After the company's headquarters moved to Ashcroft in 1886, the main stageline extended from Ashcroft to Barkerville, a distance of 280 miles. Other branch lines led to mining camps and settlements all over the Cariboo.

The stage fare from Ashcroft to Barkerville was $37.50 in the summer and $42.50 in the winter. Passengers who left the train at Ashcroft and boarded a stage at 4am could expect to arrive at 83 Mile House that evening and Barkerville two days later.

==The sternwheeler years==
In 1903 it was announced that the Grand Trunk Pacific Railway would be coming through from Winnipeg to Prince Rupert via the Yellowhead Pass. In anticipation of the influx of new settlers to the region, Charles Millar expanded the company's services into sternwheelers and automobiles and extended the route to Fort George.

The company built an office and steamer landing at the new town of South Fort George in 1910.

===The sternwheelers===
The Royal Mail Ships BX and BC Express were launched in 1910 and 1912 respectively.

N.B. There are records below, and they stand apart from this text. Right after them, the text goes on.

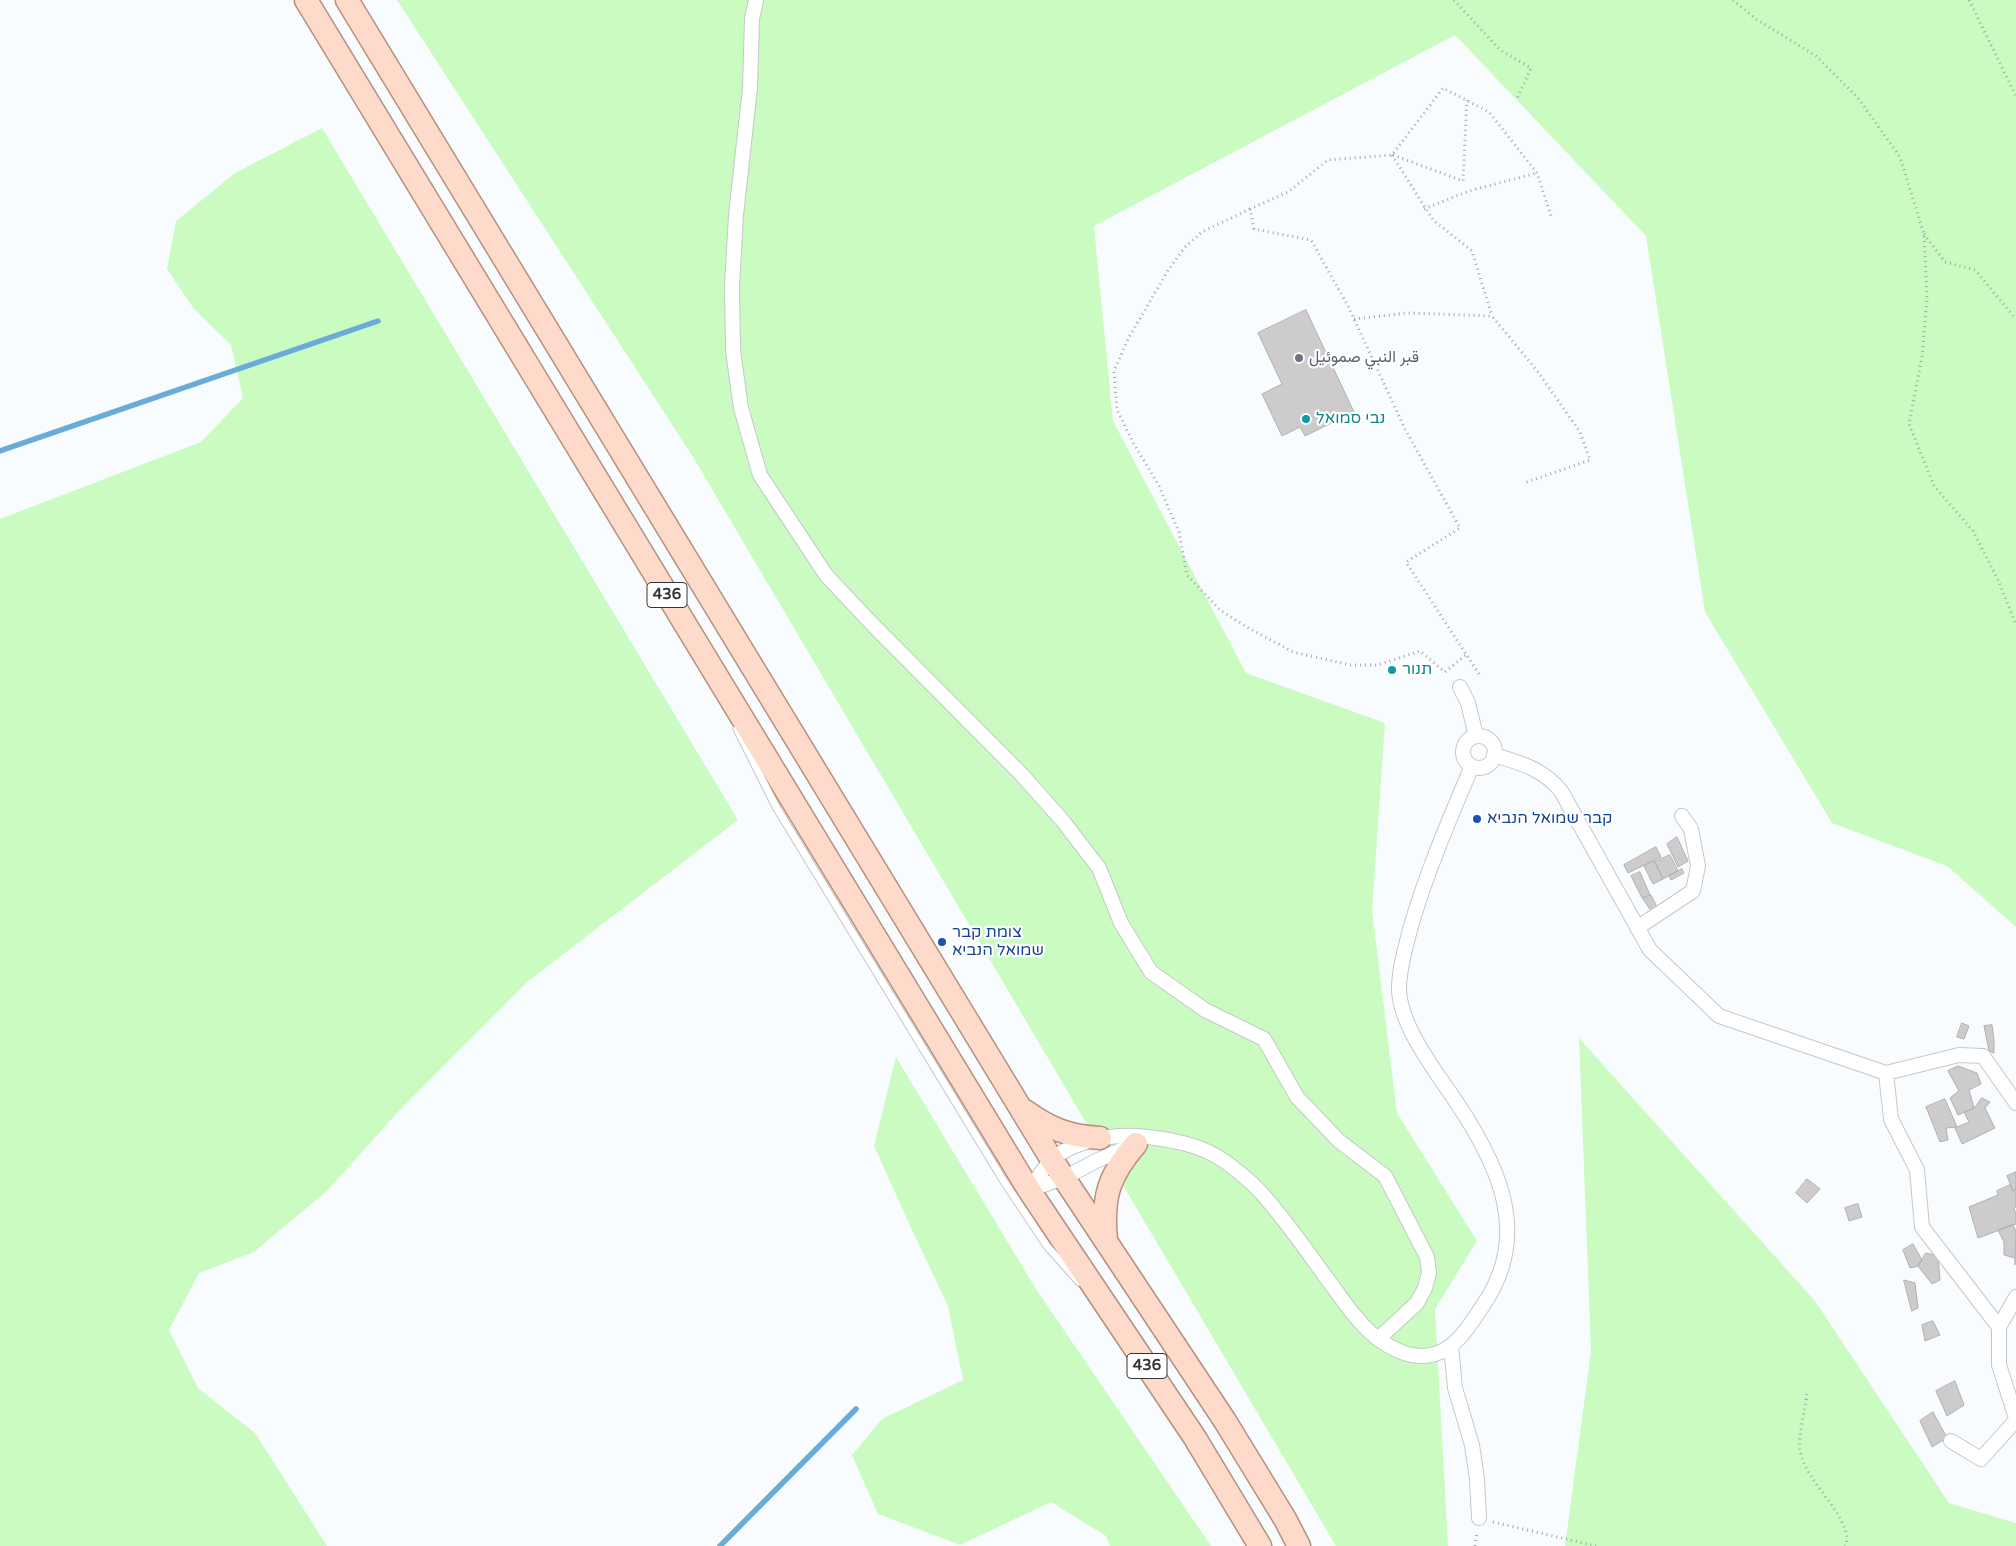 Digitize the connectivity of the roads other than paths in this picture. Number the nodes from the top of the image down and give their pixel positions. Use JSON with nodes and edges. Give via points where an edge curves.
{"nodes":[{"id":1,"x":306,"y":0,"type":"edge"},
{"id":2,"x":347,"y":0,"type":"edge"},
{"id":3,"x":756,"y":0,"type":"edge"},
{"id":4,"x":710,"y":666,"type":"junction"},
{"id":5,"x":1460,"y":687,"type":"dead end"},
{"id":6,"x":1476,"y":736,"type":"junction"},
{"id":7,"x":1494,"y":755,"type":"junction"},
{"id":8,"x":1472,"y":766,"type":"junction"},
{"id":9,"x":1682,"y":816,"type":"dead end"},
{"id":10,"x":1638,"y":928,"type":"junction"},
{"id":11,"x":1886,"y":1073,"type":"junction"},
{"id":12,"x":2016,"y":1103,"type":"edge"},
{"id":13,"x":1021,"y":1108,"type":"junction"},
{"id":14,"x":1100,"y":1138,"type":"junction"},
{"id":15,"x":1159,"y":1138,"type":"junction"},
{"id":16,"x":1136,"y":1144,"type":"junction"},
{"id":17,"x":1052,"y":1160,"type":"junction"},
{"id":18,"x":1064,"y":1178,"type":"junction"},
{"id":19,"x":1029,"y":1190,"type":"junction"},
{"id":20,"x":1106,"y":1241,"type":"junction"},
{"id":21,"x":2016,"y":1297,"type":"edge"},
{"id":22,"x":1117,"y":1321,"type":"junction"},
{"id":23,"x":1999,"y":1327,"type":"junction"},
{"id":24,"x":1378,"y":1339,"type":"junction"},
{"id":25,"x":1451,"y":1346,"type":"junction"},
{"id":26,"x":2016,"y":1419,"type":"edge"},
{"id":27,"x":1952,"y":1441,"type":"dead end"},
{"id":28,"x":1479,"y":1518,"type":"road end"},
{"id":29,"x":1260,"y":1546,"type":"edge"},
{"id":30,"x":1299,"y":1546,"type":"edge"}],
"edges":[{"from":1,"to":4,"type":"main road","number":"436"},
{"from":2,"to":13,"type":"main road","number":"436"},
{"from":3,"to":24,"type":"street","via":[[732,285],[733,351],[741,408],[760,475],[826,574],[1022,774],[1062,820],[1099,868],[1121,923],[1151,972],[1205,1010],[1264,1039],[1297,1097],[1339,1141],[1385,1176],[1427,1257],[1429,1273],[1417,1303]]},
{"from":4,"to":19,"type":"main road","number":"436"},
{"from":4,"to":22,"type":"lane","via":[[776,807],[1003,1180],[1047,1246]]},
{"from":5,"to":6,"type":"street","via":[[1468,703]]},
{"from":6,"to":7,"type":"street","via":[[1494,745]]},
{"from":6,"to":8,"type":"street","via":[[1468,740],[1464,748],[1464,756]]},
{"from":7,"to":8,"type":"street","via":[[1488,765]]},
{"from":7,"to":10,"type":"street","via":[[1527,765],[1553,781]]},
{"from":8,"to":25,"type":"street","via":[[1419,899],[1403,955],[1399,991],[1417,1043],[1493,1163],[1506,1211],[1504,1263],[1494,1290]]},
{"from":9,"to":10,"type":"street","via":[[1691,829],[1698,866],[1693,891]]},
{"from":10,"to":11,"type":"street","via":[[1650,950],[1719,1016]]},
{"from":11,"to":12,"type":"street","via":[[1959,1055],[1983,1056]]},
{"from":11,"to":23,"type":"street","via":[[1891,1119],[1917,1170],[1922,1226]]},
{"from":13,"to":14,"type":"main road","via":[[1060,1132]]},
{"from":13,"to":17,"type":"main road","number":"436"},
{"from":14,"to":15,"type":"street"},
{"from":14,"to":17,"type":"street","via":[[1069,1149]]},
{"from":15,"to":16,"type":"street"},
{"from":15,"to":24,"type":"street","via":[[1208,1151],[1227,1163],[1268,1200],[1346,1305]]},
{"from":16,"to":18,"type":"street","via":[[1096,1160]]},
{"from":16,"to":20,"type":"main road","via":[[1121,1161],[1108,1192],[1104,1218]]},
{"from":17,"to":18,"type":"main road","number":"436"},
{"from":17,"to":19,"type":"street"},
{"from":18,"to":19,"type":"street"},
{"from":18,"to":20,"type":"main road","number":"436"},
{"from":19,"to":22,"type":"main road","number":"436"},
{"from":20,"to":30,"type":"main road","number":"436","via":[[1224,1421]]},
{"from":21,"to":23,"type":"street"},
{"from":22,"to":29,"type":"main road","number":"436","via":[[1195,1438]]},
{"from":23,"to":26,"type":"street","via":[[1999,1365]]},
{"from":24,"to":25,"type":"street","via":[[1406,1355],[1436,1354]]},
{"from":25,"to":28,"type":"street","via":[[1456,1388],[1472,1445]]},
{"from":26,"to":27,"type":"street","via":[[1982,1460]]}]}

Both were built by Alexander Watson Jr. at Soda Creek. The BX was built for the route from Soda Creek to Fort George, whereas the BC Express was built for the route from Fort George to Tête Jaune Cache.

===The captains===
The captain of the BX was Owen Forrester Browne, an experienced Fraser River pilot. By the time he took command of the BX in 1910, he was already well known in the area, as he had been the captain of the local sternwheeler Charlotte.

The captain of the BC Express was Joseph Bucey, an experienced Skeena River pilot. On the Skeena, he had piloted the Inlander from Port Essington to Hazelton.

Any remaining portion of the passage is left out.